Mientras que hace décadas se hablaba de miles de salmones anuales y campañas con varios miles de capturas, la realidad actual refleja una caída muy pronunciada. Los datos de las últimas temporadas apuntan a cupos y precintos cada vez más bajos, con años recientes en los que apenas se superan el centenar de ejemplares oficialmente registrados en todo el Principado.

Los estudios técnicos consultados por el Gobierno regional destacan como factores clave la pérdida de hábitat fluvial, los obstáculos a la migración, la calidad del agua, la presión pesquera histórica y el impacto del cambio climático sobre caudales y temperaturas. Ante este panorama, los expertos recomiendan políticas de conservación más estrictas.

En este escenario, el «campanu» —el primer salmón capturado legalmente en la temporada— se ha convertido en un símbolo de la fragilidad del recurso y de la propia tradición pesquera. Aunque sigue despertando expectación y se subasta entre restaurantes y sidrerías, cada vez resulta más incierto el momento de su captura, algo comparable al arranque de campaña en Galicia.

El arranque de la campaña sin rastro del primer ejemplar, algo que ya ha ocurrido en otros años, se interpreta como una señal adicional del descenso de efectivos y del retraso en la entrada de los salmones en los ríos, pese a que las condiciones de caudal puedan ser favorables.

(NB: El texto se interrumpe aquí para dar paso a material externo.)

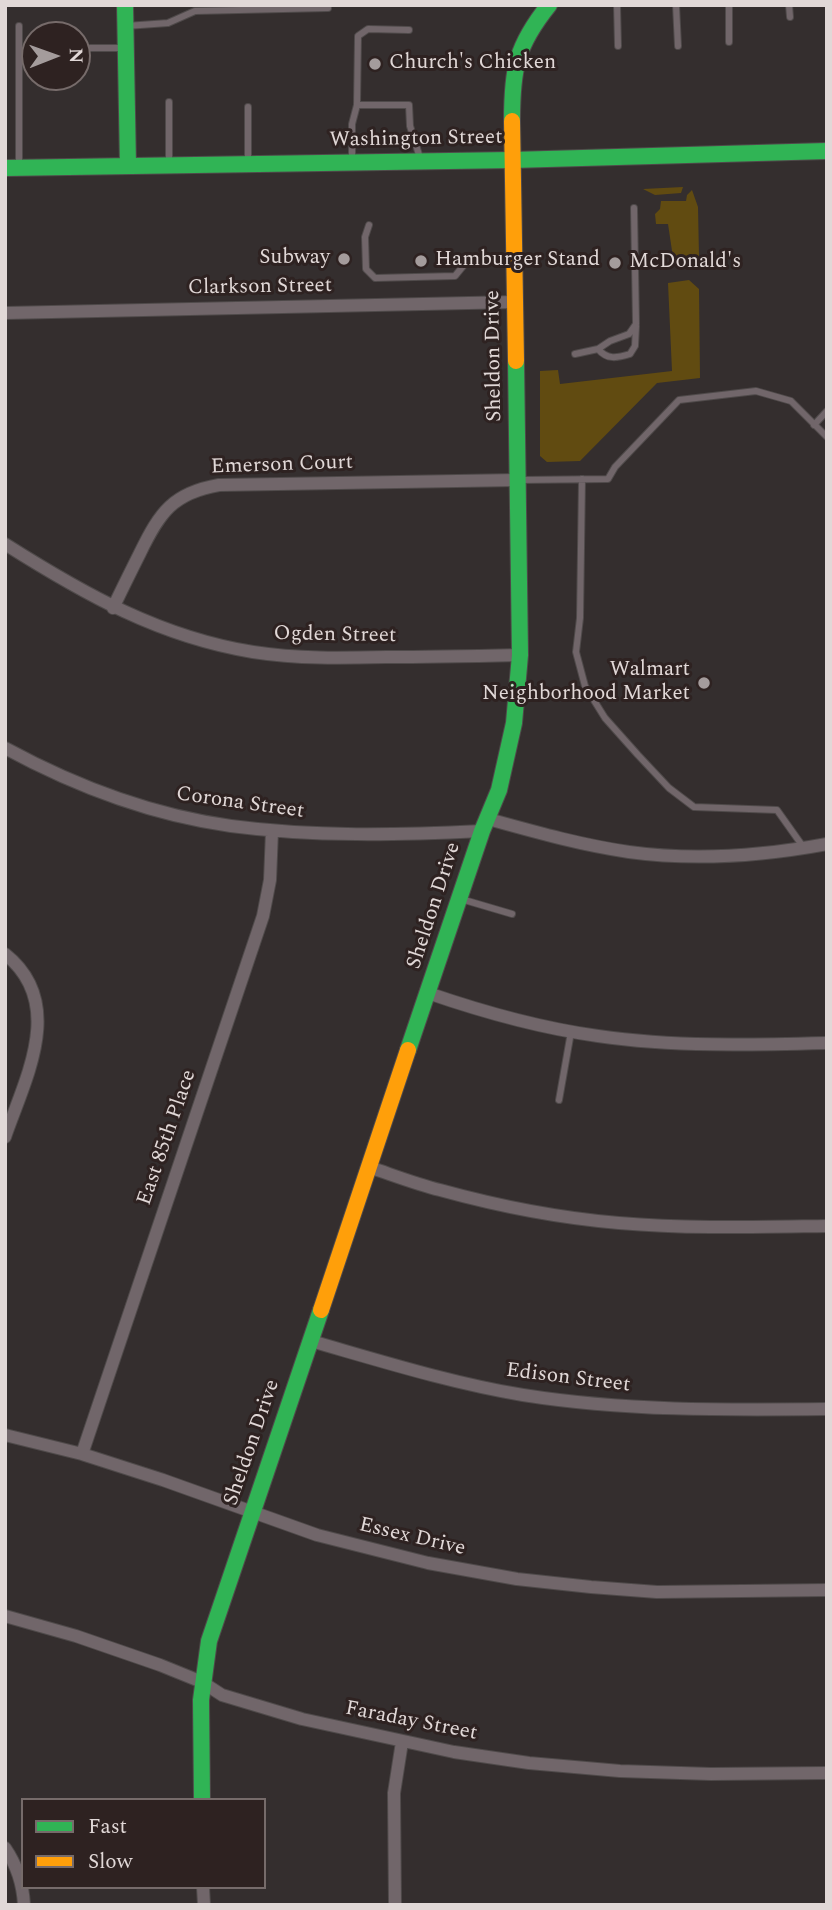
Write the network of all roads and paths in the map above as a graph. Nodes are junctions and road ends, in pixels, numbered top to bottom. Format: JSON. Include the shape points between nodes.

En conjunto, la nueva temporada de salmón en Asturias se estrena con 3.739 licencias concedidas, cupos severamente reducidos, horarios recortados y más zonas vedadas, dibujando un escenario en el que la pesca sigue siendo posible, pero bajo reglas mucho más estrictas. La apuesta de la Administración pasa por sostener una actividad emblemática del medio rural asturiano al tiempo que se intenta dar un respiro a unas poblaciones de salmón que atraviesan uno de sus momentos más delicados.